Life of Hardin in Paraguay

Laugh as you travel through life with Josh Hardin.

Name:
Location: Spring Hill, TN, United States

Josh Hardin began writing in high school and published his first novel when he was twenty-two. He won an EPPIE award for his mystery novel "The Pride of Peacock." His non-fiction work includes "The Prayer of Faith", a book aimed at making personal prayers both powerful and effective. He has traveled widely and taught a summer philosophy course at the International University in Vienna. Hardin grew up in Tennessee and moved to Paraguay in 2006. He moved back to Tennessee in 2008.

Monday, July 23, 2007

Life of Hardin Vol. IV, No. 13

Looking Out My Back Door


When you look out my back door--two panes of sliding glass panels, five floors up an apartment building in Asunción, Paraguay--you will see the downtown skyline of South America’s oldest surviving city. If you catch it at the right time, you can watch a rose-golden sun blaze down through the open windows of the Wilson Building. The rest of the time you just see a light haze.

Somewhere over amongst the edifices is the presidential palace, where he doesn’t live but only works. There’s South America’s first train station, built sometime in the 1850’s. It’s empty except for the rats and an old freight car. Behind it all the Bay of Asunción where at times is harbored the Paraguayan navy--twelve patrol boats and a battleship. (Still not too shabby for a landlocked country.)

Over the bay a ways is Argentina. I’m not sure where. They haven’t marked it very well. One day I will teach myself to survey. Then I will find the border and mark it off with chalk or a picket fence. That way when I host tourists I no longer have to stand on my balcony, wave my arm and say vaguely, “Somewhere there you are looking at Argentina.” It is impossible to impress someone with that sort of thing. What good is it to live where you can peer into another country and not impress someone with the fact of it?

Smack in the middle of my view is a sky-rise which was unfinished when I arrived and will remain unfinished as long as I am here. At times ant-sized workers swing from the rooftop crane in defiance of gravity like characters in a Disney cartoon. But most of the time they sit very still and gaze over the bay, trying to find Argentina. This building is not the only one in such a state. About half of them here are half-done.

The main feature you see, however, is trees. The city seen from above is an ocean of green dotted with the occasional island of a red tile roof. Once in a while you spot a lapacho tree, similar to a dogwood except exclusively pink and in bloom most of the year.

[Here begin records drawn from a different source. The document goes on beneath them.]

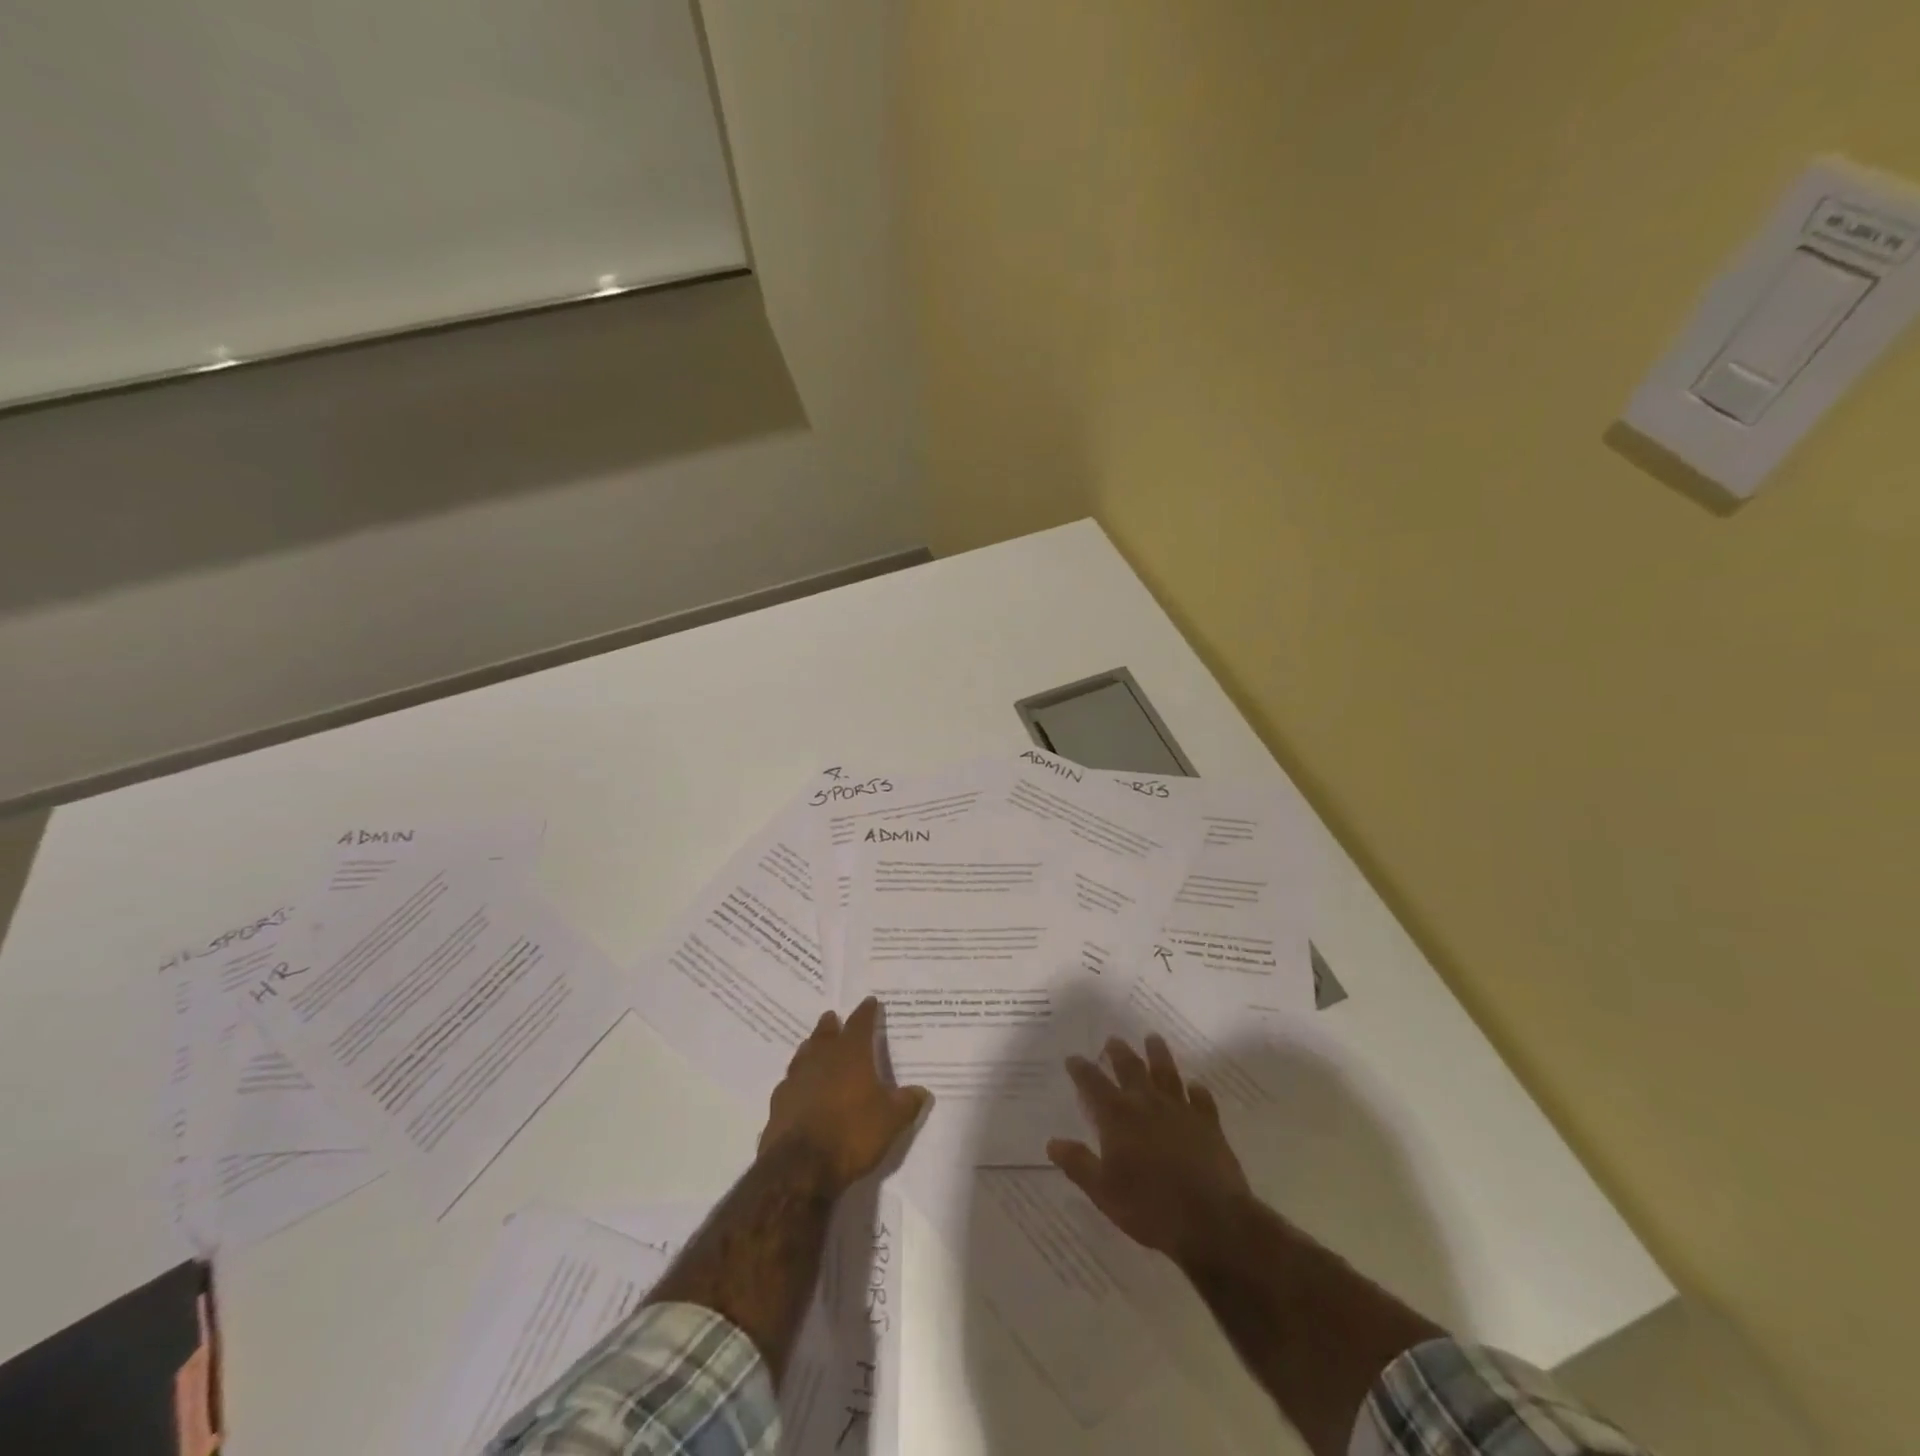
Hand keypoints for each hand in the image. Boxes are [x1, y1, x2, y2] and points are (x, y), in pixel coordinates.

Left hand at [760, 997, 930, 1189]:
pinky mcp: (778, 1103)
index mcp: (851, 1055)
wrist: (799, 1166)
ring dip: (811, 1047)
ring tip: (814, 1044)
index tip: (870, 1001)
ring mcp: (796, 1079)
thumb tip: (922, 1091)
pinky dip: (797, 1079)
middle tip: (832, 1016)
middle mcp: (821, 1059)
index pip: (860, 1024)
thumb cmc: (852, 1133)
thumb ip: (906, 1103)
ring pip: (804, 1054)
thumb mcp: (890, 1121)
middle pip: (826, 1034)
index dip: (866, 1012)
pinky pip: (790, 1083)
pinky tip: (799, 1087)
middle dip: (831, 1024)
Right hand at [1049, 1033, 1249, 1262]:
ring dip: (1158, 1054)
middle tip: (1112, 1040)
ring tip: (1152, 1038)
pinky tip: (1195, 1086)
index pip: (1093, 1084)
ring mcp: (1180, 1110)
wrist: (1211, 1220)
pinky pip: (1201, 1099)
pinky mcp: (1208, 1123)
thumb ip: (1078, 1164)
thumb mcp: (1104, 1192)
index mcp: (1118, 1117)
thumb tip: (1052, 1142)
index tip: (1073, 1058)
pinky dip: (1197, 1090)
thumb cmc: (1150, 1208)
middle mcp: (1147, 1103)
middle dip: (1118, 1053)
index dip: (1081, 1070)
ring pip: (1167, 1073)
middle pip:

One of the most outstanding and admirable characteristics of the Paraguayan mentality is an innate love for trees. In other South American cities concrete has taken over everything except for the wood and tin huts of the favelas. These are packed so close that nothing grows between. In Asunción a person is hard pressed to find a city beneath the canopy of foliage.

“Only God can make a tree,”* and a Paraguayan believes it. If just anyone could zap out a tree at will, then Paraguayans might deal with them with more frivolity. But a Paraguayan will not, will not, will not chop down a tree for any reason under heaven. All construction is done with concrete, not wood. All furniture, picture frames, wooden vases, etc., are made from imported wood. Let other heathen countries remove the forests.

Even roads give right of way to the tree. If a road is planned, and a tree is nearby, the road is paved around, and a curb is erected to encircle the tree. No matter that the curb takes up three feet of road, half a lane or two lanes, the tree is untouched. While driving I spend as much time dodging trees as I do dodging pedestrians or other vehicles. Other drivers get out of your way. Paraguayan trees do not. They have grown accustomed to their special treatment and are snooty about it. They now refuse to move, I doubt they will break the habit any time soon.

I admire the Paraguayans for their concern and conservation, but even a virtue taken too far is just a dirty nuisance.